Goal: To sort by most popular the mythological specimens, creatures and gods.  We start with a poll of 10 to choose from the list.  Each person is allowed to vote for one.  Once you've selected, you propose the next entity on the list for Round 2.

A week will be allowed for each poll.

Amaterasu (Japanese)
Anu (Mesopotamian)
Jupiter (Roman)
Osiris (Egyptian)
Quetzalcoatl (Nahuatl)
Thor (Norse)
Viracocha (Incan)
Vishnu (Hindu)
Yahweh (Hebrew)
Zeus (Greek)


----------



## Xelebes (Jul 28, 2009)

I want Umvelinqangi (Zulu) in the next round.


----------



## Stylus (Jul 28, 2009)

I'd want Odin (Norse) in the next round.

(he seems to have been bumped for Thor - but then I guess the All Father doesn't have a movie coming out )


----------



## Vladd67 (Jul 28, 2009)

I'd take Lugus a celtic god of creation and learning in the next round


----------



## J-WO (Jul 28, 2009)

Dionysos!!!!!!!


----------



## Urien (Jul 28, 2009)

Not sure a couple of major current religions would count Yahweh and Vishnu as mythological.


----------



## J-WO (Jul 28, 2009)

Yeah, and they also think the entire universe was built specifically for them.  Go figure.


----------



## Culhwch (Jul 28, 2009)

Sekhmet for the next round!


----------



## Xelebes (Jul 29, 2009)

Urien said:


> Not sure a couple of major current religions would count Yahweh and Vishnu as mythological.

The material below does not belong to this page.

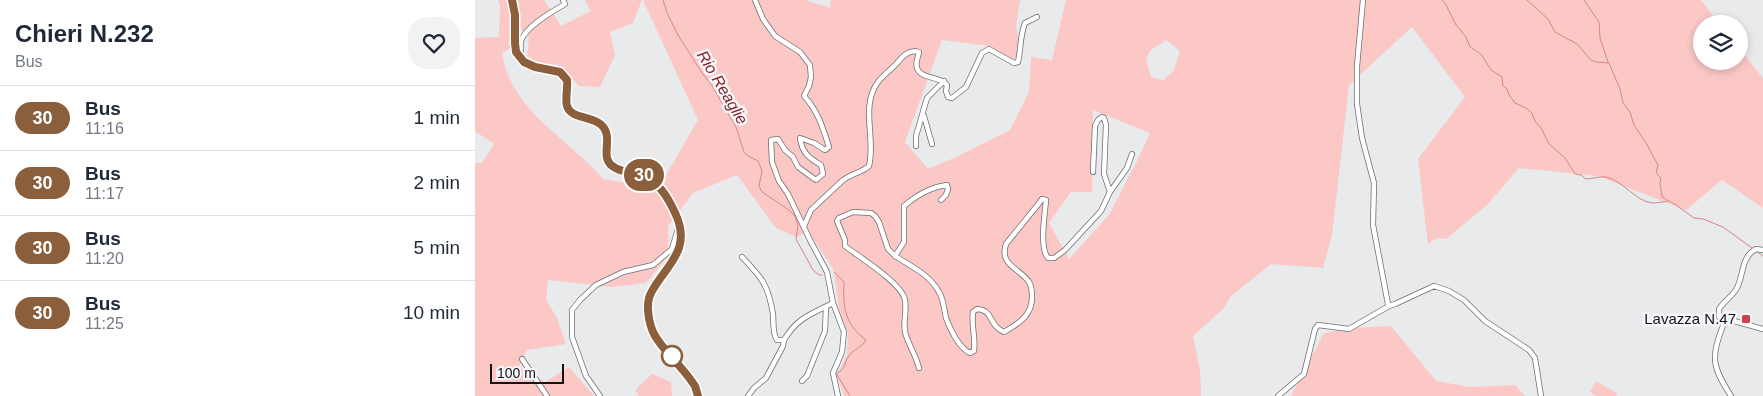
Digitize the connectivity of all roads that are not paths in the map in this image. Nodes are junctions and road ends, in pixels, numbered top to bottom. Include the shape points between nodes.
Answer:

That's for them to worry about.


----------



## Aoratos (Jul 29, 2009)

I wouldn't mind seeing Poseidon.


----------



## reiver33 (Jul 29, 2009)

Should be Odin (Norse) but maybe he was feeling lazy and just sent his enforcer instead.


----------



## ktabic (Jul 29, 2009)

Urien said:


> Not sure a couple of major current religions would count Yahweh and Vishnu as mythological.



Whereas some people might count them as shared imaginary friends.


----------



## nj1 (Jul 29, 2009)

Voted for Thor

the NORNS for the next round Norns - Wikipedia, the free encyclopedia


----------



## J-WO (Jul 30, 2009)

I see Zeus has been overtaken by Thor. That said, old Z-boy is doing pretty well considering this is a SFF site and Fantasy traditionally favors a more Norse flavour over classical milleau.  Hope I'm not stereotyping there, just thinking of Tolkien...


----------



## Xelebes (Aug 3, 2009)

Looks like Thor will win this one and Odin will be the next one up on the list, unless we get a few more votes in this poll.  7 hours to poll closes.


----------